Though helpful in a monetary crunch – loans typically accrue interest during the forbearance period. Also, it’s essential to remember that these variables are contingent on the borrower’s agreement with the lender. Mortgage companies may ask the homeowner to continue to pay toward the principal amount each month; to be certain of the terms, it’s best for the homeowner to fully discuss the parameters of the agreement and repay accordingly. Homeowners can still sell their property if a loan is in forbearance — the foreborn amount would become payable upon sale of the property. And of course, this pertains to the mortgage and other loan-type industries, yet you may occasionally hear the term.

Foreclosure

Like forbearance, financial difficulty, personal hardship, and other extenuating circumstances is usually a catalyst for foreclosure. Defaulting on a mortgage can add the cost of various fees to the amount a borrower already owes and of course damage their credit score.

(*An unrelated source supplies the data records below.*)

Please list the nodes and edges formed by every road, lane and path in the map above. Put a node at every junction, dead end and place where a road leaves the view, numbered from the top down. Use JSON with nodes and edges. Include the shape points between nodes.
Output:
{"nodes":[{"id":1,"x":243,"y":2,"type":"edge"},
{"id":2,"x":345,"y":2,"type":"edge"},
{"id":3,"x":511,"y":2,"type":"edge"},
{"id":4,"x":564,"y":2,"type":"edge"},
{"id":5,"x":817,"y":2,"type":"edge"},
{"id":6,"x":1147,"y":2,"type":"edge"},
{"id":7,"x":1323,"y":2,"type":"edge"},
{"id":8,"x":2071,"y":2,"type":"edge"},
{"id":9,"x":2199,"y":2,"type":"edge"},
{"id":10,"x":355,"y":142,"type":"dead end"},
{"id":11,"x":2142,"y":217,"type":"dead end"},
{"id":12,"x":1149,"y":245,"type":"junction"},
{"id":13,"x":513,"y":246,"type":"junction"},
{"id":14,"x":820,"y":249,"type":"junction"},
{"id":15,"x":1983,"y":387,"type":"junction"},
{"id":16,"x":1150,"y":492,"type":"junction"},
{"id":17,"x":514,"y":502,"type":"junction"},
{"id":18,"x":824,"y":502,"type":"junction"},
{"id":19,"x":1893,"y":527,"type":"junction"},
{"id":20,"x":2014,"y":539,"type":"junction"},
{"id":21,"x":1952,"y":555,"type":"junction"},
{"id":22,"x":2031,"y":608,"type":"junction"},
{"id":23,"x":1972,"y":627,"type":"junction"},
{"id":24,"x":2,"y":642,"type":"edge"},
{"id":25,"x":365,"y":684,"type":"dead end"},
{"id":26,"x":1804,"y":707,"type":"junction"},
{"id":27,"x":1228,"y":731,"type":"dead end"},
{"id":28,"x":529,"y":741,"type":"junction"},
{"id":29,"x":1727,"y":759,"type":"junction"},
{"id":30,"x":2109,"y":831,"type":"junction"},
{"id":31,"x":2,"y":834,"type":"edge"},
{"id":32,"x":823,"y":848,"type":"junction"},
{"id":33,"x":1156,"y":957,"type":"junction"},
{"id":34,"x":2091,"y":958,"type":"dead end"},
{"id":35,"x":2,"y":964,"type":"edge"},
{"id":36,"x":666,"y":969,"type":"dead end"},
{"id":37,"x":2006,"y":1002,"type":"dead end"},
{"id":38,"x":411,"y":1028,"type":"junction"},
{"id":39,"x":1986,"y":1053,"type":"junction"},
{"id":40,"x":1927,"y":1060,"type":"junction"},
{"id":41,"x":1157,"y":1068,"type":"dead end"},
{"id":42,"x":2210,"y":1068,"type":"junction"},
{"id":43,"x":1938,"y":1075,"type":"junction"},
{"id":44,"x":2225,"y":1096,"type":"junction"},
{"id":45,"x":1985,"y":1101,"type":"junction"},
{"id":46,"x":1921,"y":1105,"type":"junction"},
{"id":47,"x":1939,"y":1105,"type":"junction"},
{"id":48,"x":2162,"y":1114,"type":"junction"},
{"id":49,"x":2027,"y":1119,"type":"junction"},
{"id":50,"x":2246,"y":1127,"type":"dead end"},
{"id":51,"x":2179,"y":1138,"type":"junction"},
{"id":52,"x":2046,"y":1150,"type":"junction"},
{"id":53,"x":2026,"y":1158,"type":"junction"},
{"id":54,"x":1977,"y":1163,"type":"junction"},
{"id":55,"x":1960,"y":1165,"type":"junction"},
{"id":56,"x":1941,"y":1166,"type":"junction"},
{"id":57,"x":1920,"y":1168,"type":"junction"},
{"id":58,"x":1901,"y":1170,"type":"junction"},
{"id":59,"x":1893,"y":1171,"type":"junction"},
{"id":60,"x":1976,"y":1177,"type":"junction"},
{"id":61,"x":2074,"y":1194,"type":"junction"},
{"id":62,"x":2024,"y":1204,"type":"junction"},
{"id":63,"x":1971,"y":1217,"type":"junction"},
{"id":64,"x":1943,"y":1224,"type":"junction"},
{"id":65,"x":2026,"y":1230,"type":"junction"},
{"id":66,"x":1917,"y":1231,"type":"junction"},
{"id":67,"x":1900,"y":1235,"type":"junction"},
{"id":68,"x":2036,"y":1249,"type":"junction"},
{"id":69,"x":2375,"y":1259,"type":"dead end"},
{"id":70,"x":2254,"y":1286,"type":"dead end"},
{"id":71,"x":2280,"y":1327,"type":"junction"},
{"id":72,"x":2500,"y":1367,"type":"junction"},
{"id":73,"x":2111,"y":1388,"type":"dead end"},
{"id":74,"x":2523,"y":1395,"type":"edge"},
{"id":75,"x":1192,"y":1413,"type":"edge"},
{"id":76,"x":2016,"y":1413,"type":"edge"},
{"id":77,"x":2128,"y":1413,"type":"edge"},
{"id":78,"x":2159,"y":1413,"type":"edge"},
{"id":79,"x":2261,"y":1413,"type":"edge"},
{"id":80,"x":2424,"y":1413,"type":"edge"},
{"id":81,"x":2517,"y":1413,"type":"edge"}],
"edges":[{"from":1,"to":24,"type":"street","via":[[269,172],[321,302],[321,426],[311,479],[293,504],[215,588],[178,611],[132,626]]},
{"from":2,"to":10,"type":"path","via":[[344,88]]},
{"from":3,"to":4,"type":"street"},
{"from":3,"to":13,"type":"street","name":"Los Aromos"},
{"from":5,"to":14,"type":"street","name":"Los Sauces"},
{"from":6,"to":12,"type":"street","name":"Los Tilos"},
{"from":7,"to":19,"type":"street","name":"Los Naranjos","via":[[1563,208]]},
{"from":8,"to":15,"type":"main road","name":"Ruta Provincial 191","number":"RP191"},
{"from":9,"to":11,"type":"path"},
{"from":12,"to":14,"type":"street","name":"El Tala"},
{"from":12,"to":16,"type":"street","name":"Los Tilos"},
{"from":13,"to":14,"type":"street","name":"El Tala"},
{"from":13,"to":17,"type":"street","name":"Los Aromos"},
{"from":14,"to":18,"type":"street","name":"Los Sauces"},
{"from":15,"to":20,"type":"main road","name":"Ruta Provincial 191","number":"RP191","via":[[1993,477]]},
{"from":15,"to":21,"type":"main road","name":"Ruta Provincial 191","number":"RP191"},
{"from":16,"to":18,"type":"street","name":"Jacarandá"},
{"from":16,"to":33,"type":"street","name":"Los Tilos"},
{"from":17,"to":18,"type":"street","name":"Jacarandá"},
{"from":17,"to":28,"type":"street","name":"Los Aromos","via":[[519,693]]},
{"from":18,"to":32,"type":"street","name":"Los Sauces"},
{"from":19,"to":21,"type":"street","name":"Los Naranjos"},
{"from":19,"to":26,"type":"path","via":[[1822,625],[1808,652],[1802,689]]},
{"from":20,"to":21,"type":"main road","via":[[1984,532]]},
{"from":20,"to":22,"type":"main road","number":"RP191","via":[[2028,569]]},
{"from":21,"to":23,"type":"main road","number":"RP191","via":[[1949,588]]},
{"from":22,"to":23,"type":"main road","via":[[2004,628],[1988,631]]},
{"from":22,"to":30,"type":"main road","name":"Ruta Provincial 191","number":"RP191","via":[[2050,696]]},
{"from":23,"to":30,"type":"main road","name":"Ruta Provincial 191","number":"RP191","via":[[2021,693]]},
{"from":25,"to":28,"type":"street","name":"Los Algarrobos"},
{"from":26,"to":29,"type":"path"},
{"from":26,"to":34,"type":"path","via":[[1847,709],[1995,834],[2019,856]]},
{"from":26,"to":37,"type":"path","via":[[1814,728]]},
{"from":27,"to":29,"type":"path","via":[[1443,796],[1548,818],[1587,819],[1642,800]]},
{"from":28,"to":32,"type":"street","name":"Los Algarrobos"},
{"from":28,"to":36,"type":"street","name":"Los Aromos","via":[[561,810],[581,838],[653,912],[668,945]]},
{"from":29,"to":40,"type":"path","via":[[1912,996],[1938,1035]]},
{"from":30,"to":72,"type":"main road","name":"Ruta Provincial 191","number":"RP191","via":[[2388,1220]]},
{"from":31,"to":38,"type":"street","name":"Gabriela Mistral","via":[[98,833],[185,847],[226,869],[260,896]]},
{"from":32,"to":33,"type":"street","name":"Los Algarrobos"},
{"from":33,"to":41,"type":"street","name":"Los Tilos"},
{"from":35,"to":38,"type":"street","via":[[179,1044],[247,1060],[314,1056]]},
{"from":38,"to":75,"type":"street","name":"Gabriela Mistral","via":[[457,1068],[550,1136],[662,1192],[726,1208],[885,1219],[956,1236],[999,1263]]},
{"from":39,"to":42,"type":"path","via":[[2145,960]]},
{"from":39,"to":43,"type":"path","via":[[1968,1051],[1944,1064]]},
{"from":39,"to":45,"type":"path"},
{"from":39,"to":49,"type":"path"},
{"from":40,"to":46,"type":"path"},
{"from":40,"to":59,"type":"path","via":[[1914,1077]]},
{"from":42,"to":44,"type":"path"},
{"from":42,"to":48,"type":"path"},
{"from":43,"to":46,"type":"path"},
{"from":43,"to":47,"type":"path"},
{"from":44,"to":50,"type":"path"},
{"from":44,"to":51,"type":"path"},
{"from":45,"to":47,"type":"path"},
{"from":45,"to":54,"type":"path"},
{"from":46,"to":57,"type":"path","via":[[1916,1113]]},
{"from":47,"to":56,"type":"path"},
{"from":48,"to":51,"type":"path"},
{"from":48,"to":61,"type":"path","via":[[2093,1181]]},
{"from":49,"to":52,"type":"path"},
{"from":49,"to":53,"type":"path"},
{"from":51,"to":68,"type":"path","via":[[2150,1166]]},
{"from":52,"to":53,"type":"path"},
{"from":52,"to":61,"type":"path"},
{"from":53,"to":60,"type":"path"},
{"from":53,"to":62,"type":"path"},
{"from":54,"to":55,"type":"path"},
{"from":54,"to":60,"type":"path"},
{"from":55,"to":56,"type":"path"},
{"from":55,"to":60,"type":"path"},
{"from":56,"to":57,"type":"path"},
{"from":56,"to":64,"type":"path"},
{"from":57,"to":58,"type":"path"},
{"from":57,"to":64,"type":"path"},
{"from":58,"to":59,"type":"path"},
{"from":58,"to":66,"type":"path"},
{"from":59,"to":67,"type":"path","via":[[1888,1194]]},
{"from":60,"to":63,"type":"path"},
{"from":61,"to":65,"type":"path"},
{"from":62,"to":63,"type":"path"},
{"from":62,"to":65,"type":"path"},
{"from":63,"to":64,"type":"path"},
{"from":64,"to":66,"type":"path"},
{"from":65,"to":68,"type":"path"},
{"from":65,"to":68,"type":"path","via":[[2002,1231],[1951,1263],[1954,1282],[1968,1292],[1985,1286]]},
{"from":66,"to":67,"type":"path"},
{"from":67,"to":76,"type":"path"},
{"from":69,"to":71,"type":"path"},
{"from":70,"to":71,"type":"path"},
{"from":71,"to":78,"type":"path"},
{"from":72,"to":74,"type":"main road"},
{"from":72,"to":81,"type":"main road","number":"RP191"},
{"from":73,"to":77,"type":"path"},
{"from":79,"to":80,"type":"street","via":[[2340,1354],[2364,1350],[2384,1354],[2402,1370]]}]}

Ultimately, it can lead to the homeowner losing their home in a legal process called foreclosure, where the lender repossessed property from a borrower due to missed payments or violation of the loan agreement.

Depending on the state and county, several steps happen before a foreclosure proceeding is enacted, such as notices to the homeowner, public notice, and pre-foreclosure, yet all proceedings end with the mortgage servicer selling off the property at auction. There are even different types of foreclosures: pre-foreclosure, short sale, sheriff’s sale, and real estate owned. In many states, the homeowner could be responsible for paying a “deficiency judgment” — the difference between what is owed and the price the home sells for at the foreclosure auction. 

We hope this brief refresher about the difference between forbearance and foreclosure assists you — pass it on to anyone that may be interested in purchasing a recently foreclosed property, for example. 

At Equitable Title & Escrow, we pride ourselves on delivering complementary and efficient services that protect the closing experience. Our staff works diligently to connect with agents at our local offices. Learn more about the advantages of considering us a go-to for escrow and title processing.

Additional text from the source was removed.